Tras las elecciones del domingo 28 va a empezar una nueva legislatura y los resultados señalan que no hay otra que activar el diálogo y buscar acuerdos. En el texto del libro que se ocupa de la época de la Transición, Santos Juliá se sirve de una idea, la de proyecto, para explicar lo que sucedió entonces —nada estaba escrito, todo era problemático— y que permitió dejar atrás la dictadura y conquistar la democracia. “Proyecto significa siempre propósito de ejecutar algo, ejecución de una cosa”, escribe. “En este sentido, una declaración de principios no es un proyecto, como tampoco lo es el proyecto máximo de un partido. Un partido puede, por ejemplo, aprobar una resolución en la que se hable de abolir la propiedad, conquistar el Estado, instaurar una República federal, o cualquier otro objetivo perfectamente inalcanzable en el momento en que se formula. Si no dispone de un plan, ni acopia recursos, ni actúa con miras a la ejecución de esa resolución, nada de eso forma parte de su proyecto; lo más probable es que forme parte de su ideología, de sus creencias o del mundo de sus valores, tal vez de sus metas lejanas, pero no de un proyecto de actuación”.

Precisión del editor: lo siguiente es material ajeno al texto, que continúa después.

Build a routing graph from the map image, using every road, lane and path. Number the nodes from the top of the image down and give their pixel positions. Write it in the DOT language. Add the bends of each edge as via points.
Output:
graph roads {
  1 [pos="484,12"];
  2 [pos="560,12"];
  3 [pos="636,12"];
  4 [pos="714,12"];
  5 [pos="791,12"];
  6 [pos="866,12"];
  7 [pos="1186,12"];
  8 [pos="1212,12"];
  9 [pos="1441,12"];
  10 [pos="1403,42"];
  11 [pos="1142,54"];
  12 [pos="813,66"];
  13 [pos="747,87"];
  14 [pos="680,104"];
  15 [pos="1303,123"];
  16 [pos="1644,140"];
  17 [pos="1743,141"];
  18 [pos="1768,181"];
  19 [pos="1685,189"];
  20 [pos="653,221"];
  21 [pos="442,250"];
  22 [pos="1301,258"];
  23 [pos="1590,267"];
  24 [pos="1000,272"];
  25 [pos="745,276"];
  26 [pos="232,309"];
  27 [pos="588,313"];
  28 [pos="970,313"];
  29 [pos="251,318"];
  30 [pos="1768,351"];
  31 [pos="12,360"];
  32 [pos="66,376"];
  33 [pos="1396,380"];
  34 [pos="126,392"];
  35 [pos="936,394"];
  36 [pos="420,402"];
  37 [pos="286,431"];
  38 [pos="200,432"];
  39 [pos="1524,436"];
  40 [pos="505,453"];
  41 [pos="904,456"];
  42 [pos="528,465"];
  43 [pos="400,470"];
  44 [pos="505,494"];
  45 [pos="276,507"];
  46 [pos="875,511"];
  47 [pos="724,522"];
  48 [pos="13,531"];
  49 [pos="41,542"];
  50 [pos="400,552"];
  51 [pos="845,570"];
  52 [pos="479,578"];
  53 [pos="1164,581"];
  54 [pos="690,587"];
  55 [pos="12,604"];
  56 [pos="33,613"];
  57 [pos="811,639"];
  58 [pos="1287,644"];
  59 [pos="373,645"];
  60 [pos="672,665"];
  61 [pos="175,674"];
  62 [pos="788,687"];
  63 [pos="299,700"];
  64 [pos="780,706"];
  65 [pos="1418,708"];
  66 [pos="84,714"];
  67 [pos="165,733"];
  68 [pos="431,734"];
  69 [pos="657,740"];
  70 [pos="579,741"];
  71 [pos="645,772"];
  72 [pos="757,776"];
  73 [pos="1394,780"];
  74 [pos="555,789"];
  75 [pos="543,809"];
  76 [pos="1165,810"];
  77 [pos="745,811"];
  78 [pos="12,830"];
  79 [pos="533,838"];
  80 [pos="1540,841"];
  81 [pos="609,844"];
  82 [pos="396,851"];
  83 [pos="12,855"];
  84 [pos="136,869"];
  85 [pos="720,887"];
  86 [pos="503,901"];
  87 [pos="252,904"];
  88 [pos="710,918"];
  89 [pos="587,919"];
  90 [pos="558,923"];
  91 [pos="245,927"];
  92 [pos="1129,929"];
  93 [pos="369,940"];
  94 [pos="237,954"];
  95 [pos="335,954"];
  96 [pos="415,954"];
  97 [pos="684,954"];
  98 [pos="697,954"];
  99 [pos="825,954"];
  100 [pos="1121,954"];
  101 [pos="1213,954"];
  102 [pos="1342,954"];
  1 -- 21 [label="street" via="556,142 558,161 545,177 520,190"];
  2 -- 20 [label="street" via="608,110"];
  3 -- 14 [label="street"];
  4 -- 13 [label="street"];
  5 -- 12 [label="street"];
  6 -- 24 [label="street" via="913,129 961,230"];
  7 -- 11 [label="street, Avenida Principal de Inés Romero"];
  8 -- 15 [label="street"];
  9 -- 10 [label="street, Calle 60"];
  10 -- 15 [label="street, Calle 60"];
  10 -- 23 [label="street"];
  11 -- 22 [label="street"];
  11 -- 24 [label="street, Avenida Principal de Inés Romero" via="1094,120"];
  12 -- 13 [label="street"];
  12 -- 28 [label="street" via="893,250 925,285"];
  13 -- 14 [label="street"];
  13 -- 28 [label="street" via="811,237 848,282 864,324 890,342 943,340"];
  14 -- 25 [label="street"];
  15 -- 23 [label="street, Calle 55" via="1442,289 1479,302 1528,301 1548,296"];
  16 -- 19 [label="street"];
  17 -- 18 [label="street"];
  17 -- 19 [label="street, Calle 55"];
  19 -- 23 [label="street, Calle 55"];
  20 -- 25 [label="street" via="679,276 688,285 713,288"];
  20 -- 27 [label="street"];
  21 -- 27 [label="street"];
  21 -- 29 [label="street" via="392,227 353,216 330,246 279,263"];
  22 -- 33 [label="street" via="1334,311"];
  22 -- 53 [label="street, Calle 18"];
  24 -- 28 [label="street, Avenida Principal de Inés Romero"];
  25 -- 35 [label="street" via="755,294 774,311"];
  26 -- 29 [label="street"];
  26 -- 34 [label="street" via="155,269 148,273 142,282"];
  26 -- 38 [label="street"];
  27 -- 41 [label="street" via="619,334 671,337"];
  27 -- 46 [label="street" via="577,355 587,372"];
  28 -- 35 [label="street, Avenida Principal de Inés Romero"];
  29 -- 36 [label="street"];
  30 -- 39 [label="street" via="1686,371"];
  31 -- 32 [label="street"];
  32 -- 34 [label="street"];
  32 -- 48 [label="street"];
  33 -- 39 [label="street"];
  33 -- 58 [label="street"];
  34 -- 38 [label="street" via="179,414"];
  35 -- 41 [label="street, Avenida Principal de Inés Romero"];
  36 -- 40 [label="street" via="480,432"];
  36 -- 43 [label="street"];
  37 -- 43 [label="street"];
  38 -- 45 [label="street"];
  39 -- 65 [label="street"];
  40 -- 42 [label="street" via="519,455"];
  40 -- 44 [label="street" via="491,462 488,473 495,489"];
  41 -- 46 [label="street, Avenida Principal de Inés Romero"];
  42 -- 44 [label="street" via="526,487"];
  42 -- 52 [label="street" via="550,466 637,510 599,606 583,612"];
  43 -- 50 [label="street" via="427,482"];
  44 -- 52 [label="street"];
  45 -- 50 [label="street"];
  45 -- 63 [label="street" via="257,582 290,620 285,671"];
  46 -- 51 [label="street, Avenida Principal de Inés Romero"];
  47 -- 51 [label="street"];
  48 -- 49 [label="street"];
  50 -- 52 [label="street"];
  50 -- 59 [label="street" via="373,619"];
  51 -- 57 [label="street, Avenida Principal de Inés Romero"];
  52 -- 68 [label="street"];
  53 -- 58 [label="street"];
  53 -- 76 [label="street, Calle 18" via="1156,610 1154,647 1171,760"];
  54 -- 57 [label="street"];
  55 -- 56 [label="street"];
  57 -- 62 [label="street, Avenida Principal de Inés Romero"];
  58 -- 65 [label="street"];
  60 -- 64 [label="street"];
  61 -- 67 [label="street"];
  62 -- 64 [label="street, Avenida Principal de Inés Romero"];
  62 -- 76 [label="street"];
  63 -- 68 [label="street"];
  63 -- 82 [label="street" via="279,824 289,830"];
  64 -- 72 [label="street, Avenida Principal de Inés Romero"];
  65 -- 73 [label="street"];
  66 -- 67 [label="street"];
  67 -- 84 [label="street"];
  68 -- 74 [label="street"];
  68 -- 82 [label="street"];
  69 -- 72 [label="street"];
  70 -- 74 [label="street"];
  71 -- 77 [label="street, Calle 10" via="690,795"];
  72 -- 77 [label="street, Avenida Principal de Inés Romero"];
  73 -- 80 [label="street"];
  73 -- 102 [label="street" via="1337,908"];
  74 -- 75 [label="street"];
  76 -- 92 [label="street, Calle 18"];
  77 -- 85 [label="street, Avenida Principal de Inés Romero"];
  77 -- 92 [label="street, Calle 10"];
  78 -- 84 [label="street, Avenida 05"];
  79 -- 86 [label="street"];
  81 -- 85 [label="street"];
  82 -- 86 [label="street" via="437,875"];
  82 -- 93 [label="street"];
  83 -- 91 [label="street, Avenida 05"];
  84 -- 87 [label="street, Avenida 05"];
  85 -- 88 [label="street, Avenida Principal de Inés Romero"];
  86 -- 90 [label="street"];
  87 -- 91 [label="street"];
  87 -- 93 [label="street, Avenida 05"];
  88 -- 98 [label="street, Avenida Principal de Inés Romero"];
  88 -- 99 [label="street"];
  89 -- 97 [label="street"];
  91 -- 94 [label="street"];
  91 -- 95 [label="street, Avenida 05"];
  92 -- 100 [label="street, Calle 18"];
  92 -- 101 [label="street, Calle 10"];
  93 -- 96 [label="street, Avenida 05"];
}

La cita es larga, pero oportuna. Son demasiados los rotos que están hiriendo de muerte a las democracias occidentales, y muy complicados los desafíos que se barruntan en un futuro inmediato. Solo hay que pensar en el combate contra el cambio climático, en un capitalismo que ha consagrado desigualdades intolerables, en una juventud que está perdiendo el futuro a pasos agigantados —y añádase, en España, el lío territorial—. Por eso mismo, sobran los tambores y las nebulosas llamadas a iniciar grandes gestas heroicas. Toca hablar de propuestas. Y explicarlas y analizarlas y discutirlas. Luego llegarán los acuerdos. Pero lo que importa, sobre todo, es armar un proyecto de actuación.